What to work on:
Repeat each line of the data exactly as written.
====== Material to process
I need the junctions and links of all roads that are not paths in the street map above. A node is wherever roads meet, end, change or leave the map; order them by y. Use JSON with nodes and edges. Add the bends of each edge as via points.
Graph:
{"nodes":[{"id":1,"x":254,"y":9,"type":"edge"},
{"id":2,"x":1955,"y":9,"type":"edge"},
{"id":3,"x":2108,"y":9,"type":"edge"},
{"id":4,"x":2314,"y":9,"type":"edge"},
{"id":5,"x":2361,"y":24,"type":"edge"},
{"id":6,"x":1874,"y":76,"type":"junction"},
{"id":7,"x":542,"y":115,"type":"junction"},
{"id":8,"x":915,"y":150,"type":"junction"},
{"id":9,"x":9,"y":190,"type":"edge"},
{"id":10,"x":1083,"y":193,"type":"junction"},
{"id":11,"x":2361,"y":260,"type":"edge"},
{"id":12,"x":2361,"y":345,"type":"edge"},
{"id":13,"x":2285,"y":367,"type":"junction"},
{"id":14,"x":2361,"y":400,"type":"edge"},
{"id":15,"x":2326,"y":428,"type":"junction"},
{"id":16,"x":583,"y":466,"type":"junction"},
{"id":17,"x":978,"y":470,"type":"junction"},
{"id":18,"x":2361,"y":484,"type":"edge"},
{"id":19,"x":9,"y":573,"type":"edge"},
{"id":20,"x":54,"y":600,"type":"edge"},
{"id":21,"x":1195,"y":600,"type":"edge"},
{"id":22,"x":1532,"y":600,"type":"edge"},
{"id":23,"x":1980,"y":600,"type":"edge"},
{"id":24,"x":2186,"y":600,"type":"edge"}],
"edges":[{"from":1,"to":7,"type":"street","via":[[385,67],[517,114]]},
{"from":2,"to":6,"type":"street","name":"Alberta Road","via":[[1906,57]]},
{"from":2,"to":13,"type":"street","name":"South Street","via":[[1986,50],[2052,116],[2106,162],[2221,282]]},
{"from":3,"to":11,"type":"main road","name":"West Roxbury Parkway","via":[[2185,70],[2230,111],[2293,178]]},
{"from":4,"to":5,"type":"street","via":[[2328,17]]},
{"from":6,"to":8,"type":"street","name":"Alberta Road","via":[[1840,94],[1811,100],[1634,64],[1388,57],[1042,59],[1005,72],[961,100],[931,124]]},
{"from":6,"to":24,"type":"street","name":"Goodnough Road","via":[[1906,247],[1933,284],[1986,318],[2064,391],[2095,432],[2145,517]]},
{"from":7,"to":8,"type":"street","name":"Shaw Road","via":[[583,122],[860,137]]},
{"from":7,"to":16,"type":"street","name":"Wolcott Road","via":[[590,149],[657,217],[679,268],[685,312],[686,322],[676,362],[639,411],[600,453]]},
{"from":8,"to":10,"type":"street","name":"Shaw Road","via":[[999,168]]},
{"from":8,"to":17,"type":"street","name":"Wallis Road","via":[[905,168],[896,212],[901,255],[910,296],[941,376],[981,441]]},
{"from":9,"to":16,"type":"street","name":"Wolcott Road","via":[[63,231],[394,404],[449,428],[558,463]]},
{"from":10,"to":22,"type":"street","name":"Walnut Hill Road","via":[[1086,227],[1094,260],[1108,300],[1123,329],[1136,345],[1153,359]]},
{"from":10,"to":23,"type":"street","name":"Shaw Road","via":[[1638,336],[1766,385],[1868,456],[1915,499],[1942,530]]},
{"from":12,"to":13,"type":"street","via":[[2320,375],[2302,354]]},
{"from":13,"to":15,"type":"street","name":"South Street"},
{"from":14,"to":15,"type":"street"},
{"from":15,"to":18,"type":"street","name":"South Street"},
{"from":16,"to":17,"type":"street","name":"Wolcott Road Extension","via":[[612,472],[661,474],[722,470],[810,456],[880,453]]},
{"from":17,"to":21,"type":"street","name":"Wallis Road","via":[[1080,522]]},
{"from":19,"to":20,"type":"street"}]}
============
Result below:
I need the junctions and links of all roads that are not paths in the street map above. A node is wherever roads meet, end, change or leave the map; order them by y. Use JSON with nodes and edges. Add the bends of each edge as via points.
Graph:
{"nodes":[{"id":1,"x":254,"y":9,"type":"edge"},
{"id":2,"x":1955,"y":9,"type":"edge"},
{"id":3,"x":2108,"y":9,"type":"edge"},
{"id":4,"x":2314,"y":9,"type":"edge"},
{"id":5,"x":2361,"y":24,"type":"edge"},
{"id":6,"x":1874,"y":76,"type":"junction"},
{"id":7,"x":542,"y":115,"type":"junction"},
{"id":8,"x":915,"y":150,"type":"junction"},
{"id":9,"x":9,"y":190,"type":"edge"},
{"id":10,"x":1083,"y":193,"type":"junction"},
{"id":11,"x":2361,"y":260,"type":"edge"},
{"id":12,"x":2361,"y":345,"type":"edge"},
{"id":13,"x":2285,"y":367,"type":"junction"},
{"id":14,"x":2361,"y":400,"type":"edge"},
{"id":15,"x":2326,"y":428,"type":"junction"},
{"id":16,"x":583,"y":466,"type":"junction"},
{"id":17,"x":978,"y":470,"type":"junction"},
{"id":18,"x":2361,"y":484,"type":"edge"},
{"id":19,"x":9,"y":573,"type":"edge"},
{"id":20,"x":54,"y":600,"type":"edge"},
{"id":21,"x":1195,"y":600,"type":"edge"},
{"id":22,"x":1532,"y":600,"type":"edge"},
{"id":23,"x":1980,"y":600,"type":"edge"},
{"id":24,"x":2186,"y":600,"type":"edge"}],
"edges":[{"from":1,"to":7,"type":"street","via":[[385,67],[517,114]]},
{"from":2,"to":6,"type":"street","name":"Alberta Road","via":[[1906,57]]},
{"from":2,"to":13,"type":"street","name":"South Street","via":[[1986,50],[2052,116],[2106,162],[2221,282]]},
{"from":3,"to":11,"type":"main road","name":"West Roxbury Parkway","via":[[2185,70],[2230,111],[2293,178]]},
{"from":4,"to":5,"type":"street","via":[[2328,17]]},
{"from":6,"to":8,"type":"street","name":"Alberta Road","via":[[1840,94],[1811,100],[1634,64],[1388,57],[1042,59],[1005,72],[961,100],[931,124]]},
{"from":6,"to":24,"type":"street","name":"Goodnough Road","via":[[1906,247],[1933,284],[1986,318],[2064,391],[2095,432],[2145,517]]},
{"from":7,"to":8,"type":"street","name":"Shaw Road","via":[[583,122],[860,137]]},
{"from":7,"to":16,"type":"street","name":"Wolcott Road","via":[[590,149],[657,217],[679,268],[685,312],[686,322],[676,362],[639,411],[600,453]]},
{"from":8,"to":10,"type":"street","name":"Shaw Road","via":[[999,168]]},
{"from":8,"to":17,"type":"street","name":"Wallis Road","via":[[905,168],[896,212],[901,255],[910,296],[941,376],[981,441]]},
{"from":9,"to":16,"type":"street","name":"Wolcott Road","via":[[63,231],[394,404],[449,428],[558,463]]},
{"from":10,"to":22,"type":"street","name":"Walnut Hill Road","via":[[1086,227],[1094,260],[1108,300],[1123,329],[1136,345],[1153,359]]},
{"from":10,"to":23,"type":"street","name":"Shaw Road","via":[[1638,336],[1766,385],[1868,456],[1915,499],[1942,530]]},
{"from":12,"to":13,"type":"street","via":[[2320,375],[2302,354]]},
{"from":13,"to":15,"type":"street","name":"South Street"},
{"from":14,"to":15,"type":"street"},
{"from":15,"to":18,"type":"street","name":"South Street"},
{"from":16,"to":17,"type":"street","name":"Wolcott Road Extension","via":[[612,472],[661,474],[722,470],[810,456],[880,453]]},
{"from":17,"to":21,"type":"street","name":"Wallis Road","via":[[1080,522]]},
{"from":19,"to":20,"type":"street"}]}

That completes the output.